Bulk write to ES | best practices

Hi Costin,

Just wanted to check with you on the best configuration for bulk update. I went through previously asked questions at:


https://groups.google.com/forum/#!msg/elasticsearch/Zi_0RsgHvnU/gXADeboVvbAJ

FYI:
Elasticsearch version: 1.6~
I have a 32 shards 3 node cluster each shard containing some 1 million records. Requirement is to fetch update and index the documents.

Questions around fetching:
1.) I tried fetching documents with
es.scroll.size = 1000 and 3000
Surprisingly results were better for 1000. Why is it so? Also, I assume that since each partition creates it's own search request which means it's own scroll id and if my 5 partitions are concurrently hitting ES, what I am asking for is 5*1000 records concurrently. What is the most optimum number for getting such huge dataset which reduces the execution time of spark job and at the same time does not affect ES.

Questions around Indexing:
1.) As in one of the post you mentioned that the bulk size should be the one which happens in 1-2 seconds, with a size of 1 million document to be updated by each task(32 in my case) its taking about the same time if I try to increase the count in properties: es.batch.size.bytes and es.batch.size.entries. Playing with them hardly affects the total time. What's your suggestion here?
2.) es.batch.write.refresh - Does this property disables the refresh time before the bulk indexing and updates it after the indexing is over?

Thanks in advance
Piyush

Assuming you already read the docs:

  1. Asking more data doesn't necessarily means better performance. You are saying that 5K docs at once works better than 15K. It might be very well be the case since it's not just Elasticsearch that you need to consider but also the fact that these docs are buffered in memory by the connector and read by Spark.

  2. First off, the es.batch. options affect writing not reading. And make sure both of them are high enough since the first one that matches applies. In other words if you keep the number of entries low and only increase the number of bytes, you won't see a difference since the size.entries applies first.

  3. This applies the refresh after the indexing per task is done. In other words it will occur at the end - note that typically one doesn't need it and in fact, it might be counter-productive when dealing with a large number of tasks. There's an issue raised to address this in the next version.

Thanks Costin.

Regarding points 1 and 2, I guess the best option is to play with numbers and see what's the best configuration. Regarding point 3:

ES documentation says that:

"If you don’t need near real-time accuracy on your search results, consider
dropping the index.refresh_interval of each index to 30s. If you are doing
a large import, you can disable refreshes by setting this value to -1 for the
duration of the import. Don’t forget to reenable it when you are finished!"

Refresh after each task as you mentioned might be counter productive.
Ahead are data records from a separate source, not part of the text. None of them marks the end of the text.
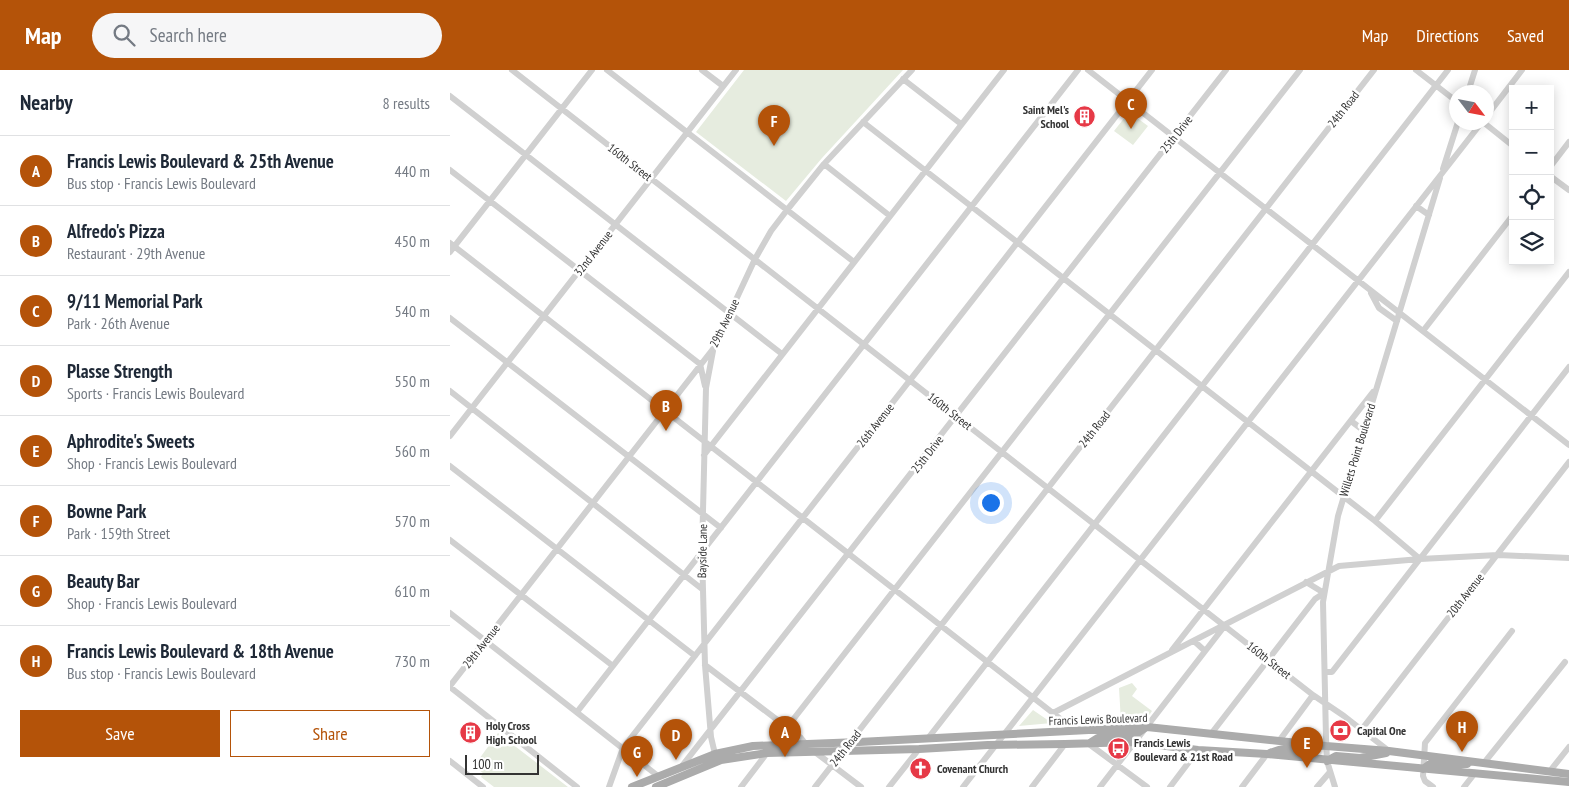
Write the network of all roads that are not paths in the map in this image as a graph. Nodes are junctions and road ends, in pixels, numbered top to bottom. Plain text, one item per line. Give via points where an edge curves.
1 (512, 70) edge
2 (592, 70) edge
3 (607, 70) edge
4 (702, 70) edge
5 (736, 70) edge
6 (912, 70) edge
7 (1004, 70) edge
8 (1078, 70) edge
9 (1088, 70) edge
10 (1152, 70) edge
11 (1226, 70) edge
12 (1300, 70) edge
13 (1374, 70) edge
14 (1416, 70) edge
15 (1448, 70) edge
16 (1475, 70) edge
17 (1522, 70) edge
18 (903, 79) junction
19 (1436, 85) junction
20 (1470, 85) edge
21 (723, 86) junction
22 (1449, 95) edge
23 (450, 96) edge
24 (1128, 101) junction
25 (1494, 106) edge
26 (562, 109) junction
27 (864, 122) junction
28 (961, 124) junction
29 (1455, 130) edge
30 (1476, 130) edge
31 (1492, 130) edge
32 (687, 132) junction
33 (1174, 137) junction
34 (1569, 142) edge
35 (1509, 143) edge
36 (526, 155) junction
37 (1554, 162) edge
38 (824, 164) junction
39 (450, 170) edge
40 (926, 170) junction
41 (1220, 173) junction
42 (1441, 174) junction
43 (651, 178) junction
44 (1554, 179) edge
45 (1569, 190) edge
46 (490, 201) junction
47 (972, 206) junction
48 (1416, 206) junction
49 (1266, 209) junction
50 (787, 210) junction
51 (1429, 215) junction
52 (890, 216) junction
53 (1509, 220) edge
54 (615, 224) junction
55 (1018, 242) junction
56 (1311, 246) junction
57 (451, 248) edge
58 (755, 259) junction
59 (854, 262) junction
60 (579, 270) junction
61 (1569, 272) edge
62 (1064, 278) junction
63 (1357, 281) junction
64 (1370, 291) junction
65 (818, 308) junction
66 (729, 313) junction
67 (1110, 314) junction
68 (1399, 314) junction
69 (543, 316) junction
70 (450, 318) edge
71 (1397, 321) junction
72 (1423, 331) junction
73 (864, 344) junction
74 (713, 349) junction
75 (1156, 350) junction
76 (782, 354) junction
77 (508, 362) junction
78 (700, 364) junction
79 (1569, 367) edge
80 (910, 380) junction
81 (1485, 380) junction
82 (1202, 386) junction
83 (706, 388) junction
84 (1376, 389) junction
85 (450, 391) edge
86 (472, 408) junction
87 (664, 410) junction
88 (956, 416) junction
89 (1531, 416) junction
90 (1350, 420) junction
91 (1248, 422) junction
92 (1363, 430) junction
93 (450, 436) edge
94 (705, 442) junction
95 (1569, 445) edge
96 (711, 447) junction
97 (1002, 452) junction
98 (704, 455) junction
99 (628, 456) junction
100 (1569, 462) edge
101 (450, 466) edge
102 (1312, 471) junction
103 (756, 482) junction
104 (1048, 488) junction
105 (1343, 496) junction
106 (593, 503) junction
107 (703, 515) junction
108 (802, 518) junction
109 (1375, 521) junction
110 (1094, 524) junction
111 (720, 528) junction
112 (450, 540) edge
113 (557, 548) junction
114 (702, 552) junction
115 (848, 554) junction
116 (1498, 555) junction
117 (1569, 558) edge
118 (1420, 559) junction
119 (1140, 560) junction
120 (1328, 571) junction
121 (685, 574) junction
122 (1306, 582) junction
123 (702, 588) junction
124 (894, 590) junction
125 (1324, 593) junction
126 (521, 595) junction
127 (1204, 609) junction
128 (450, 613) edge
129 (649, 620) junction
130 (940, 626) junction
131 (1225, 626) junction
132 (1512, 631) dead end
133 (485, 641) junction
134 (1194, 641) junction
135 (704, 644) junction
136 (1205, 651) junction
137 (1170, 653) junction
138 (695, 656) junction
139 (1268, 659) junction
140 (986, 662) junction
141 (1565, 662) dead end
142 (705, 665) junction
143 (613, 666) junction
144 (1325, 672) junction
145 (450, 687) edge
146 (741, 692) junction
147 (1313, 695) junction
148 (1032, 698) junction
149 (1326, 704) junction
150 (577, 712) junction
151 (1053, 713) junction
152 (787, 727) junction
153 (1147, 727) junction
154 (1362, 729) junction
155 (710, 731) junction
156 (1076, 731) junction
157 (1004, 734) junction
158 (1211, 734) junction
159 (929, 738) junction
160 (1279, 741) junction
161 (850, 742) junction
162 (1135, 742) junction
163 (805, 743) junction
164 (774, 744) junction
165 (1064, 744) junction
166 (1089, 744) junction
167 (996, 745) junction
168 (1326, 746) junction
169 (1569, 747) edge
170 (623, 748) junction
171 (919, 749) junction
172 (1198, 750) junction
173 (1392, 751) junction
174 (815, 752) junction
175 (843, 752) junction
176 (715, 754) junction
177 (767, 754) junction
178 (1267, 754) junction
179 (450, 761) edge
180 (1327, 761) junction
181 (1423, 762) junction
182 (1484, 763) junction
183 (832, 765) junction
184 (1118, 765) junction
185 (682, 766) junction
186 (1330, 772) junction
187 (1550, 772) junction
188 (1475, 773) junction
189 (1569, 774) edge
190 (658, 776) junction
191 (1543, 779) junction
192 (1569, 782) edge
193 (483, 787) edge
194 (577, 787) edge
195 (609, 787) edge
196 (632, 787) edge
197 (656, 787) edge
198 (741, 787) edge
199 (815, 787) edge
200 (861, 787) edge
201 (889, 787) edge
202 (963, 787) edge
203 (1032, 787) edge
204 (1100, 787) edge
205 (1147, 787) edge
206 (1170, 787) edge
207 (1242, 787) edge
208 (1317, 787) edge
209 (1335, 787) edge
210 (1432, 787) edge
211 (1464, 787) edge
212 (1537, 787) edge

1 - 26 street, 160th Street
2 - 26 street
3 - 32 street
4 - 21 street
5 - 21 street, 32nd Avenue
6 - 18 street, 29th Avenue
7 - 28 street
8 - 47 street
9 - 24 street
10 - 24 street, 26th Avenue
11 - 33 street, 25th Drive
12 - 41 street
13 - 49 street, 24th Road
14 - 19 street
15 - 19 street
16 - 20 street
17 - 25 street
18 - 27 street, 29th Avenue
18 - 28 street
19 - 22 street
19 - 56 street
21 - 32 street, 32nd Avenue
23 - 36 street
24 - 33 street
24 - 55 street, 26th Avenue
26 - 36 street
26 - 43 street, 160th Street
27 - 38 street, 29th Avenue
27 - 40 street
28 - 40 street
29 - 42 street, Willets Point Boulevard
30 - 42 street
31 - 35 street
32 - 43 street, 32nd Avenue
32 - 50 street
33 - 41 street
33 - 62 street, 25th Drive
34 - 37 street
36 - 46 street
36 - 54 street
38 - 50 street, 29th Avenue
38 - 52 street
39 - 46 street
40 - 47 street
40 - 52 street
41 - 49 street
41 - 67 street
42 - 48 street
42 - 51 street, Willets Point Boulevard
43 - 54 street, 32nd Avenue
43 - 58 street, 160th Street
44 - 45 street
46 - 57 street
46 - 60 street
47 - 55 street
47 - 73 street
48 - 51 street
48 - 63 street
49 - 56 street
49 - 75 street, 24th Road
50 - 58 street, 29th Avenue
50 - 59 street
51 - 68 street, Willets Point Boulevard
52 - 59 street
53 - 72 street
54 - 60 street, 32nd Avenue
54 - 66 street
55 - 62 street
55 - 80 street, 26th Avenue
56 - 63 street
56 - 82 street
57 - 69 street
58 - 65 street, 160th Street
58 - 66 street, 29th Avenue
59 - 65 street
60 - 69 street, 32nd Avenue
60 - 78 street
61 - 81 street
62 - 67 street
62 - 88 street, 25th Drive
63 - 64 street
63 - 91 street
64 - 68 street
64 - 71 street via 1380,308
65 - 73 street, 160th Street
65 - 76 street
66 - 74 street, 29th Avenue
66 - 76 street
67 - 75 street
67 - 97 street
68 - 71 street, Willets Point Boulevard
68 - 72 street
69 - 77 street, 32nd Avenue
69 - 87 street
70 - 77 street
71 - 84 street, Willets Point Boulevard
72 - 81 street
73 - 80 street, 160th Street
73 - 103 street
74 - 78 street, 29th Avenue
74 - 83 street, Bayside Lane
75 - 82 street
75 - 104 street, 24th Road
76 - 96 street
77 - 86 street, 32nd Avenue
77 - 99 street
78 - 83 street
78 - 87 street, 29th Avenue
79 - 89 street
80 - 88 street, 160th Street
80 - 108 street, 26th Avenue
81 - 89 street
81 - 109 street
82 - 91 street
82 - 110 street
83 - 94 street, Bayside Lane
84 - 90 street
84 - 92 street, Willets Point Boulevard
85 - 86 street
86 - 93 street, 32nd Avenue
86 - 106 street
87 - 94 street
87 - 99 street, 29th Avenue
88 - 97 street, 160th Street
88 - 115 street, 25th Drive
89 - 95 street
89 - 118 street
90 - 92 street
90 - 102 street
91 - 102 street
91 - 119 street
92 - 105 street, Willets Point Boulevard
94 - 96 street
94 - 98 street, Bayside Lane
96 - 98 street
96 - 103 street
97 - 104 street, 160th Street
97 - 124 street
98 - 107 street, Bayside Lane
99 - 106 street, 29th Avenue
99 - 107 street
100 - 116 street, 20th Avenue
101 - 113 street
102 - 105 street
102 - 127 street
103 - 108 street
103 - 111 street
104 - 110 street, 160th Street
104 - 130 street, 24th Road
105 - 109 street
105 - 120 street, Willets Point Boulevard
106 - 113 street, 29th Avenue
106 - 121 street
107 - 111 street
107 - 114 street, Bayside Lane
108 - 115 street
108 - 135 street, 26th Avenue
109 - 118 street
110 - 119 street, 160th Street
110 - 140 street
111 - 114 street
112 - 126 street
113 - 126 street, 29th Avenue
113 - 129 street
114 - 121 street
114 - 123 street, Bayside Lane
115 - 124 street
115 - 146 street, 25th Drive
116 - 117 street
116 - 118 street
116 - 154 street, 20th Avenue
118 - 120 street via 1339,566
118 - 144 street via 1332,672
119 - 127 street, 160th Street
119 - 148 street
120 - 122 street
120 - 125 street, Willets Point Boulevard
121 - 123 street
121 - 129 street
122 - 125 street
122 - 131 street
123 - 135 street, Bayside Lane
124 - 130 street
124 - 152 street
125 - 139 street via 1315,599
125 - 144 street, Willets Point Boulevard
126 - 133 street, 29th Avenue
126 - 143 street
127 - 131 street, 160th Street
127 - 137 street
128 - 133 street
129 - 138 street
129 - 143 street
130 - 140 street
130 - 161 street, 24th Road
131 - 134 street
131 - 136 street
131 - 139 street, 160th Street
132 - 181 street via 1424,743
133 - 145 street, 29th Avenue
133 - 150 street
134 - 136 street
134 - 137 street
135 - 138 street, 26th Avenue
135 - 142 street, Bayside Lane
136 - 153 street
137 - 151 street
138 - 170 street, 26th Avenue
139 - 147 street, 160th Street
139 - 158 street
140 - 148 street
140 - 159 street
141 - 182 street
142 - 146 street
142 - 155 street, Bayside Lane
143 - 150 street
144 - 149 street, Willets Point Boulevard
145 - 194 street
146 - 152 street
146 - 155 street, 25th Drive
147 - 149 street, 160th Street
147 - 160 street
148 - 151 street
148 - 157 street
149 - 154 street, 160th Street
149 - 168 street, Willets Point Boulevard
150 - 170 street
151 - 156 street
152 - 163 street
152 - 164 street
153 - 156 main road, Francis Lewis Boulevard
153 - 158 main road, Francis Lewis Boulevard
153 - 162 street
153 - 166 main road via 1136,734 1098,738
154 - 173 street, 160th Street
155 - 176 street, Bayside Lane
155 - 185 street, 25th Drive
156 - 157 main road, Francis Lewis Boulevard
157 - 159 main road, Francis Lewis Boulevard
157 - 167 street
158 - 160 main road, Francis Lewis Boulevard
159 - 161 main road, Francis Lewis Boulevard
160 - 168 main road, Francis Lewis Boulevard
161 - 163 main road, Francis Lewis Boulevard
161 - 175 street, 24th Road
162 - 166 main road, Francis Lewis Boulevard
162 - 172 main road, Francis Lewis Boulevard
162 - 184 street
163 - 164 main road, Francis Lewis Boulevard
164 - 176 main road, Francis Lewis Boulevard
165 - 166 main road, Francis Lewis Boulevard
165 - 167 main road, Francis Lewis Boulevard
165 - 203 street
166 - 184 street
167 - 171 main road, Francis Lewis Boulevard
167 - 202 street
168 - 173 main road, Francis Lewis Boulevard
168 - 178 main road via 1318,750 1275,750
168 - 180 street, Willets Point Boulevard
169 - 187 street
170 - 190 street
170 - 195 street, 26th Avenue
171 - 175 main road, Francis Lewis Boulevard
171 - 201 street
172 - 178 main road, Francis Lewis Boulevard
172 - 206 street
173 - 180 main road via 1360,758 1336,756
173 - 181 main road, Francis Lewis Boulevard
174 - 175 main road, Francis Lewis Boulevard
174 - 177 main road, Francis Lewis Boulevard
174 - 183 street
175 - 183 street, 24th Road
176 - 185 main road, Francis Lewis Boulevard
177 - 197 main road, Francis Lewis Boulevard via 721,760
177 - 198 street
178 - 180 main road, Francis Lewis Boulevard
178 - 207 street
179 - 193 street
180 - 181 main road, Francis Lewis Boulevard
180 - 186 street, Willets Point Boulevard
181 - 182 main road, Francis Lewis Boulevard
181 - 182 main road via 1450,766
181 - 188 main road, Francis Lewis Boulevard
181 - 210 street via 1425,781
182 - 187 main road, Francis Lewis Boulevard
183 - 199 street, 24th Road
183 - 200 street
184 - 204 street
184 - 205 street
185 - 190 main road, Francis Lewis Boulevard
186 - 208 street
186 - 209 street, Willets Point Boulevard
187 - 189 main road, Francis Lewis Boulevard
188 - 191 main road, Francis Lewis Boulevard
188 - 211 street
190 - 196 main road, Francis Lewis Boulevard
191 - 192 main road, Francis Lewis Boulevard
191 - 212 street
I was thinking if this particular configuration actually disables the refresh till the time bulk upload is finished by all the task.

The connector does not disable refresh and then re-enables it. It's a setting that has quite an impact and with each version of elastic, it is less and less needed. If one wants to use it, it can easily do so by wrapping the job with two simple REST commands that disable and re-enable the refresh.

A principle that the connector applies is to interact/modify the index settings as little as possible; it is a pipe to Elastic not an abstraction/mapper for it.